Saved data entries
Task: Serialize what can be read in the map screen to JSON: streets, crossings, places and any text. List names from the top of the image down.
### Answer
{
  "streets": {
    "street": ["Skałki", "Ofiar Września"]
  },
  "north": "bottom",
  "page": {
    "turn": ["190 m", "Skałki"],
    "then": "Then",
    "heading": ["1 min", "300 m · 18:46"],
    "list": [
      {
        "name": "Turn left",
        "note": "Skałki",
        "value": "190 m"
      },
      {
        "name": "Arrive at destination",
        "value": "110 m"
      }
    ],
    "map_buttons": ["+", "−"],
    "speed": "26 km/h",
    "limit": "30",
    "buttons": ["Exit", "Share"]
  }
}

* WORK INSTRUCTIONS *
Could you copy out the data in full, exactly as it is written?

* ANSWER FOR THIS EXERCISE *
Task: Serialize what can be read in the map screen to JSON: streets, crossings, places and any text. List names from the top of the image down.
### Answer
{
  "streets": {
    "street": ["Skałki", "Ofiar Września"]
  },
  "north": "bottom",
  "page": {
    "turn": ["190 m", "Skałki"],
    "then": "Then",
    "heading": ["1 min", "300 m · 18:46"],
    "list": [
      {
        "name": "Turn left",
        "note": "Skałki",
        "value": "190 m"
      },
      {
        "name": "Arrive at destination",
        "value": "110 m"
      }
    ],
    "map_buttons": ["+", "−"],
    "speed": "26 km/h",
    "limit": "30",
    "buttons": ["Exit", "Share"]
  }
}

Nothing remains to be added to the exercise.